What you are asked to do: Within the data that follows, tally every line containing "main". Provide only the tally.

Information:
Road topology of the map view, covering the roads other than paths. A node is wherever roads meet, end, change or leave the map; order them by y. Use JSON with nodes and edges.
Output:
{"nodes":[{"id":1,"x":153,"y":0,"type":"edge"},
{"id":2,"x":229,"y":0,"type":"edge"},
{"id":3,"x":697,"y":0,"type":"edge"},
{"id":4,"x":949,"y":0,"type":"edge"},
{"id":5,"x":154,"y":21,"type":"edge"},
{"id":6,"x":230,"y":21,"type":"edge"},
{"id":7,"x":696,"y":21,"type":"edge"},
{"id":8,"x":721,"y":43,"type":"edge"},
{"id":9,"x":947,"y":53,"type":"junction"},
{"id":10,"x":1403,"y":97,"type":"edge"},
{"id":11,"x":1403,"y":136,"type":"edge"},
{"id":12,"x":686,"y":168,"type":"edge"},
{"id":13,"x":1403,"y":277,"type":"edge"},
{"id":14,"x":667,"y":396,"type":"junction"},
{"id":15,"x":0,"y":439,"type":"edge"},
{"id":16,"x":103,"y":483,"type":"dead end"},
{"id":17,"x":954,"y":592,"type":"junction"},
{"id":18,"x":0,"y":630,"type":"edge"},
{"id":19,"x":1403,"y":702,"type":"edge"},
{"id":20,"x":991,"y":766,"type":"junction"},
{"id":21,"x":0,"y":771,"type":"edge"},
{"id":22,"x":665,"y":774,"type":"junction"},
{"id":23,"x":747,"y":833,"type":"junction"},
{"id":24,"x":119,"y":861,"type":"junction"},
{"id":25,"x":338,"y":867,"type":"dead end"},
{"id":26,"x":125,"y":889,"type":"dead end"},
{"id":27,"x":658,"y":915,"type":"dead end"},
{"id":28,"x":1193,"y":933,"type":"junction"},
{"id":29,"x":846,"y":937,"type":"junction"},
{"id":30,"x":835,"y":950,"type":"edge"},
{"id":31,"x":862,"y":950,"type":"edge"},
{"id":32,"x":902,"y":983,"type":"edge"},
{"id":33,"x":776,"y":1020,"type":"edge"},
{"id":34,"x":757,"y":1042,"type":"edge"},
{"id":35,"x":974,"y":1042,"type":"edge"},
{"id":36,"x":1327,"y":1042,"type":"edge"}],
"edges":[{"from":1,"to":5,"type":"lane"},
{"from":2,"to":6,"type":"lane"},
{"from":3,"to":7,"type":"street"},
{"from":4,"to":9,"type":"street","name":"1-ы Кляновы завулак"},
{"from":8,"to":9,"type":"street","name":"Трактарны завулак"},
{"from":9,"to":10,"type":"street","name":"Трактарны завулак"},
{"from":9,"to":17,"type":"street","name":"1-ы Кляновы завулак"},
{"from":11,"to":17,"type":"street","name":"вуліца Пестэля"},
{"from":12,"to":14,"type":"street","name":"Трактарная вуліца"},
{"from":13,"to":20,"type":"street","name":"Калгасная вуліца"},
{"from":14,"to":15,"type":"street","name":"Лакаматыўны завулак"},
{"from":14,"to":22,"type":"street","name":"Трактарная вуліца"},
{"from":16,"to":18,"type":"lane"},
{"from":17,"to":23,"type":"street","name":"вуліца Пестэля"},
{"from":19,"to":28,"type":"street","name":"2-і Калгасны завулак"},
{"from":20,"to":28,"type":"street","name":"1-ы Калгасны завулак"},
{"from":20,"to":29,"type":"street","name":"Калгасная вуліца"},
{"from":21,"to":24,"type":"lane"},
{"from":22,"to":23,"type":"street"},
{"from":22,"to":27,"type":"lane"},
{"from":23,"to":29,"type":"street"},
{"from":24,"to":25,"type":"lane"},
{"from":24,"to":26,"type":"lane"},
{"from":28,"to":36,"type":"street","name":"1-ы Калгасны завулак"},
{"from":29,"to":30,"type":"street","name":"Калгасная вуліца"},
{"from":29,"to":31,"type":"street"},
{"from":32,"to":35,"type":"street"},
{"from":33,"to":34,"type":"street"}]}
---
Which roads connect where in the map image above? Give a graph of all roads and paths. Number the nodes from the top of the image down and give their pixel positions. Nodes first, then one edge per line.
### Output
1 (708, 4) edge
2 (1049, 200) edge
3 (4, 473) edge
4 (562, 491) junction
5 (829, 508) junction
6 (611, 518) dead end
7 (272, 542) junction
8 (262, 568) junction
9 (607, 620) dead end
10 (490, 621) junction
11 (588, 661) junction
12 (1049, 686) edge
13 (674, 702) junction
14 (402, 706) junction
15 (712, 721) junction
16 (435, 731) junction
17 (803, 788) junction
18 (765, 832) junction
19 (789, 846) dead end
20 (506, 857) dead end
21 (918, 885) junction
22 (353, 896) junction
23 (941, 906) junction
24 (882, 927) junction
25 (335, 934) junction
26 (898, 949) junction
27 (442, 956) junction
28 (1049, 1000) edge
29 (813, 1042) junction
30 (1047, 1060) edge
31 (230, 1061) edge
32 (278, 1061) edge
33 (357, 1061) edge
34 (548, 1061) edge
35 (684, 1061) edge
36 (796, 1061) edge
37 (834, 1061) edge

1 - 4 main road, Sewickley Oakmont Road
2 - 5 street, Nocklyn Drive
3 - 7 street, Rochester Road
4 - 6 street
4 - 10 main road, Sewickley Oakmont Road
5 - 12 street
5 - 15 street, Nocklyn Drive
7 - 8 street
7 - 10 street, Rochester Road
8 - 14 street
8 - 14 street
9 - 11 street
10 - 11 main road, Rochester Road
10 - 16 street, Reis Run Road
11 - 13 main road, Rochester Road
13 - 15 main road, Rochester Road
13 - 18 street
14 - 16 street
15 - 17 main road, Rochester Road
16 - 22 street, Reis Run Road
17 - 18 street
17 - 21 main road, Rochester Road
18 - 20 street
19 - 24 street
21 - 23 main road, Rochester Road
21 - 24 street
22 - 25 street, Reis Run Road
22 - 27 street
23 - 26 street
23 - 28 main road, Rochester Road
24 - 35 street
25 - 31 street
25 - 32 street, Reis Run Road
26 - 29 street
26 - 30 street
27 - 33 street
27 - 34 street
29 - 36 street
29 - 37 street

Output of the exercise: 9